Reprint the lines below as they are, minus the pictures.
###
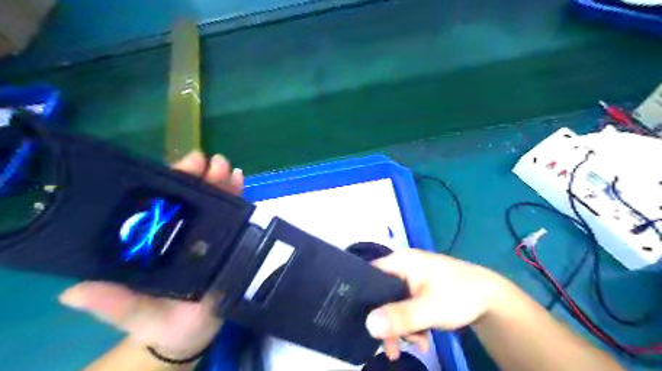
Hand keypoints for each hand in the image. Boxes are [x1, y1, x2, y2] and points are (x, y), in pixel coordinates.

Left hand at [59, 151, 243, 358]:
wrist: (191, 333)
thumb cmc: (159, 321)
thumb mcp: (133, 313)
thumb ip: (112, 304)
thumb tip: (75, 292)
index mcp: (156, 241)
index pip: (161, 205)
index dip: (170, 183)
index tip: (183, 166)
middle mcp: (183, 231)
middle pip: (191, 198)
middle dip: (199, 176)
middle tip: (206, 162)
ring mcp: (209, 234)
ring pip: (215, 201)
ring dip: (221, 181)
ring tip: (227, 168)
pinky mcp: (230, 240)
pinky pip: (235, 215)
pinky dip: (238, 195)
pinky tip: (240, 180)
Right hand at [367, 250, 508, 358]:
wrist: (491, 299)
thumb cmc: (460, 295)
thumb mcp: (430, 309)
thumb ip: (400, 317)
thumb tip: (368, 325)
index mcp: (401, 261)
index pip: (370, 274)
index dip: (363, 296)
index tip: (363, 321)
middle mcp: (402, 267)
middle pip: (381, 294)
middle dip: (387, 321)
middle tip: (392, 347)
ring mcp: (410, 279)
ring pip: (392, 304)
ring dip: (401, 327)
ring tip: (419, 344)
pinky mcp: (417, 291)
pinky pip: (404, 308)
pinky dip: (410, 325)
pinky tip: (422, 339)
###
__TASK ANSWER__
Hand keypoints for each hand in the image. Boxes are [x1, y1, x2, y2] and points are (x, y), in pixel coordinates.

Left hand at [59, 151, 243, 358]:
wrist: (191, 333)
thumb cmc: (159, 321)
thumb mcp: (133, 313)
thumb ip: (112, 304)
thumb tip: (75, 292)
index mcp: (156, 241)
index pip: (161, 205)
index dip: (170, 183)
index tip: (183, 166)
middle mcp: (183, 231)
middle pip: (191, 198)
middle dip: (199, 176)
middle tip: (206, 162)
ring mcp: (209, 234)
ring pip: (215, 201)
ring dip: (221, 181)
ring tip: (227, 168)
pinky mcp: (230, 240)
pinky pip: (235, 215)
pinky dip: (238, 195)
pinky tip: (240, 180)
Right hand at [367, 250, 508, 358]:
wrist: (491, 299)
thumb cmc: (460, 295)
thumb mcp: (430, 309)
thumb ip: (400, 317)
thumb tip: (368, 325)
index mcp: (401, 261)
index pip: (370, 274)
index dip: (363, 296)
index tip: (363, 321)
middle mcp: (402, 267)
middle pip: (381, 294)
middle dip: (387, 321)
middle tip: (392, 347)
ring mcp: (410, 279)
ring pip: (392, 304)
ring dip: (401, 327)
ring tip: (419, 344)
pinky mcp: (417, 291)
pinky pip: (404, 308)
pinky dip: (410, 325)
pinky tip: (422, 339)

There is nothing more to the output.